Assignment: Repeat all of the records exactly, leaving out the pictures.

Source records:

——————

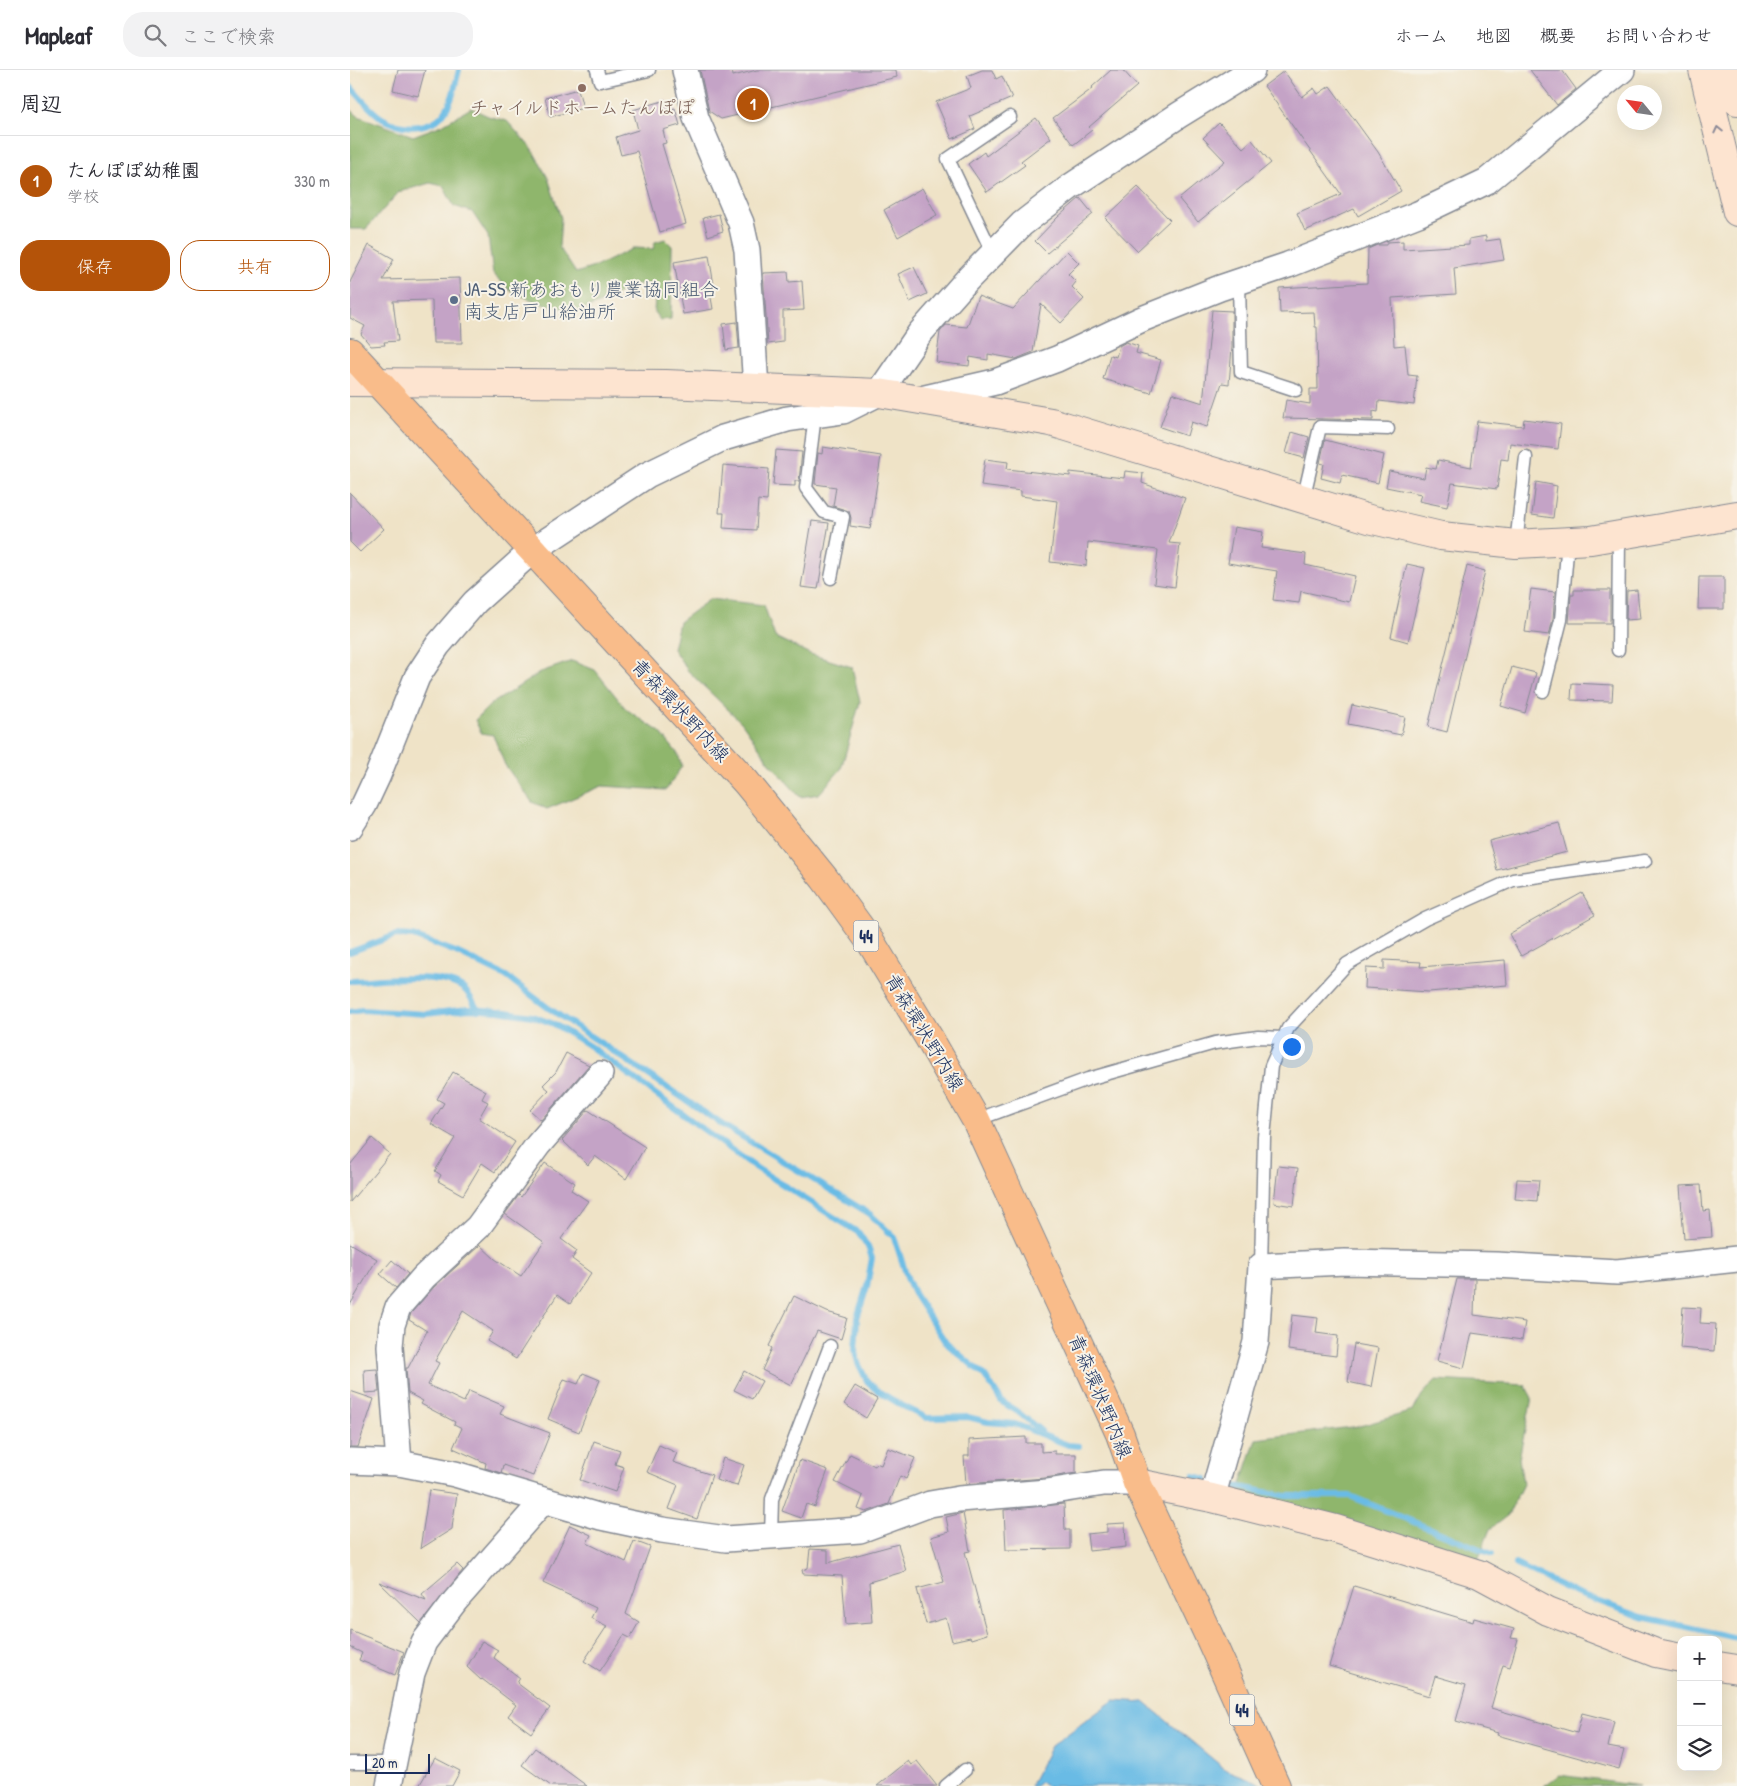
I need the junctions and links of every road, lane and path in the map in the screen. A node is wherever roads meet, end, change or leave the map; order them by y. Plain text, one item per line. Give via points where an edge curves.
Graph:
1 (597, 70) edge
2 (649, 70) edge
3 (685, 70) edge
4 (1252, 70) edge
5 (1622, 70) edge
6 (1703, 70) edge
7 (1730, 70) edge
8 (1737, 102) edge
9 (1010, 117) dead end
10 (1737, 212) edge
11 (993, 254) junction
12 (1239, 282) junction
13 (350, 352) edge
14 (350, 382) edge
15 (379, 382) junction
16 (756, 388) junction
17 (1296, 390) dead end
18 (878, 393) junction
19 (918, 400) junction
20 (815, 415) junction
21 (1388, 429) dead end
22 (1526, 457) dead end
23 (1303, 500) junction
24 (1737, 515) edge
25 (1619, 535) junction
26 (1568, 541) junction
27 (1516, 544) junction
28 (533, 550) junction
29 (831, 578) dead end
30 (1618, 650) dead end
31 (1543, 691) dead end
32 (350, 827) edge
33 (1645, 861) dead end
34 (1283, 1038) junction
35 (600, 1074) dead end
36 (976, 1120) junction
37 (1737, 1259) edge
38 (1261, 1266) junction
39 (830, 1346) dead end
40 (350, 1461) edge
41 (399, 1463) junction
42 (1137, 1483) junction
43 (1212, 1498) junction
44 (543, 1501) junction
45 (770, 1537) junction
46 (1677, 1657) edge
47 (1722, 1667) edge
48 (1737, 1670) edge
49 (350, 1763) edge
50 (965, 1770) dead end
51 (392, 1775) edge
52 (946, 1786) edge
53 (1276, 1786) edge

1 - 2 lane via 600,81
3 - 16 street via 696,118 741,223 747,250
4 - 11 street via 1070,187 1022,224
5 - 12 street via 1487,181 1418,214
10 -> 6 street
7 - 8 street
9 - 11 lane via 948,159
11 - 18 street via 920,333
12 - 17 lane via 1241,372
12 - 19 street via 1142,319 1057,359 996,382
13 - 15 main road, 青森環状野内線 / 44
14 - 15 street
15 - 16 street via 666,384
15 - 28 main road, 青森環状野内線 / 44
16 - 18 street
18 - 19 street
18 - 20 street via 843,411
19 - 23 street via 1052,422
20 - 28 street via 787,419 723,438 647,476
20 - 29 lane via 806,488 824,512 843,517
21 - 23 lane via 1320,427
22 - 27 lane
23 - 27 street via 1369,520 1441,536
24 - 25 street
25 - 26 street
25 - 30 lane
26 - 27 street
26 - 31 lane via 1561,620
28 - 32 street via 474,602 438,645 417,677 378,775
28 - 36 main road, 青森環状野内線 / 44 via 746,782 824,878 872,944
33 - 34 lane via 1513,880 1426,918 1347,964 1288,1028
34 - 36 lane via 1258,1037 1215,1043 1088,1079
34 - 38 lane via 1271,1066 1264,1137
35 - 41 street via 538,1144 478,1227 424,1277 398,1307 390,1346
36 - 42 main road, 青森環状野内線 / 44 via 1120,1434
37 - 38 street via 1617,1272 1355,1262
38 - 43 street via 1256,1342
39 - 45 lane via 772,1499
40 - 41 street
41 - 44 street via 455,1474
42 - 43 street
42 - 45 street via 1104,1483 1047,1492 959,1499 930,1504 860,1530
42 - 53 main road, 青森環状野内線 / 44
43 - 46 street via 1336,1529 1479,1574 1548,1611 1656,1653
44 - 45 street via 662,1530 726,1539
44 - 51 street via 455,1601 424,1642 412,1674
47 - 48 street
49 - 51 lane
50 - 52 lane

——————

Output:
I need the junctions and links of every road, lane and path in the map in the screen. A node is wherever roads meet, end, change or leave the map; order them by y. Plain text, one item per line. Give via points where an edge curves.
Graph:
1 (597, 70) edge
2 (649, 70) edge
3 (685, 70) edge
4 (1252, 70) edge
5 (1622, 70) edge
6 (1703, 70) edge
7 (1730, 70) edge
8 (1737, 102) edge
9 (1010, 117) dead end
10 (1737, 212) edge
11 (993, 254) junction
12 (1239, 282) junction
13 (350, 352) edge
14 (350, 382) edge
15 (379, 382) junction
16 (756, 388) junction
17 (1296, 390) dead end
18 (878, 393) junction
19 (918, 400) junction
20 (815, 415) junction
21 (1388, 429) dead end
22 (1526, 457) dead end
23 (1303, 500) junction
24 (1737, 515) edge
25 (1619, 535) junction
26 (1568, 541) junction
27 (1516, 544) junction
28 (533, 550) junction
29 (831, 578) dead end
30 (1618, 650) dead end
31 (1543, 691) dead end
32 (350, 827) edge
33 (1645, 861) dead end
34 (1283, 1038) junction
35 (600, 1074) dead end
36 (976, 1120) junction
37 (1737, 1259) edge
38 (1261, 1266) junction
39 (830, 1346) dead end
40 (350, 1461) edge
41 (399, 1463) junction
42 (1137, 1483) junction
43 (1212, 1498) junction
44 (543, 1501) junction
45 (770, 1537) junction
46 (1677, 1657) edge
47 (1722, 1667) edge
48 (1737, 1670) edge
49 (350, 1763) edge
50 (965, 1770) dead end
51 (392, 1775) edge
52 (946, 1786) edge
53 (1276, 1786) edge

1 - 2 lane via 600,81
3 - 16 street via 696,118 741,223 747,250
4 - 11 street via 1070,187 1022,224
5 - 12 street via 1487,181 1418,214
10 -> 6 street
7 - 8 street
9 - 11 lane via 948,159
11 - 18 street via 920,333
12 - 17 lane via 1241,372
12 - 19 street via 1142,319 1057,359 996,382
13 - 15 main road, 青森環状野内線 / 44
14 - 15 street
15 - 16 street via 666,384
15 - 28 main road, 青森環状野内線 / 44
16 - 18 street
18 - 19 street
18 - 20 street via 843,411
19 - 23 street via 1052,422
20 - 28 street via 787,419 723,438 647,476
20 - 29 lane via 806,488 824,512 843,517
21 - 23 lane via 1320,427
22 - 27 lane
23 - 27 street via 1369,520 1441,536
24 - 25 street
25 - 26 street
25 - 30 lane
26 - 27 street
26 - 31 lane via 1561,620
28 - 32 street via 474,602 438,645 417,677 378,775
28 - 36 main road, 青森環状野内線 / 44 via 746,782 824,878 872,944
33 - 34 lane via 1513,880 1426,918 1347,964 1288,1028
34 - 36 lane via 1258,1037 1215,1043 1088,1079
34 - 38 lane via 1271,1066 1264,1137
35 - 41 street via 538,1144 478,1227 424,1277 398,1307 390,1346
36 - 42 main road, 青森環状野内線 / 44 via 1120,1434
37 - 38 street via 1617,1272 1355,1262
38 - 43 street via 1256,1342
39 - 45 lane via 772,1499
40 - 41 street
41 - 44 street via 455,1474
42 - 43 street
42 - 45 street via 1104,1483 1047,1492 959,1499 930,1504 860,1530
42 - 53 main road, 青森環状野内線 / 44
43 - 46 street via 1336,1529 1479,1574 1548,1611 1656,1653
44 - 45 street via 662,1530 726,1539
44 - 51 street via 455,1601 424,1642 412,1674
47 - 48 street
49 - 51 lane
50 - 52 lane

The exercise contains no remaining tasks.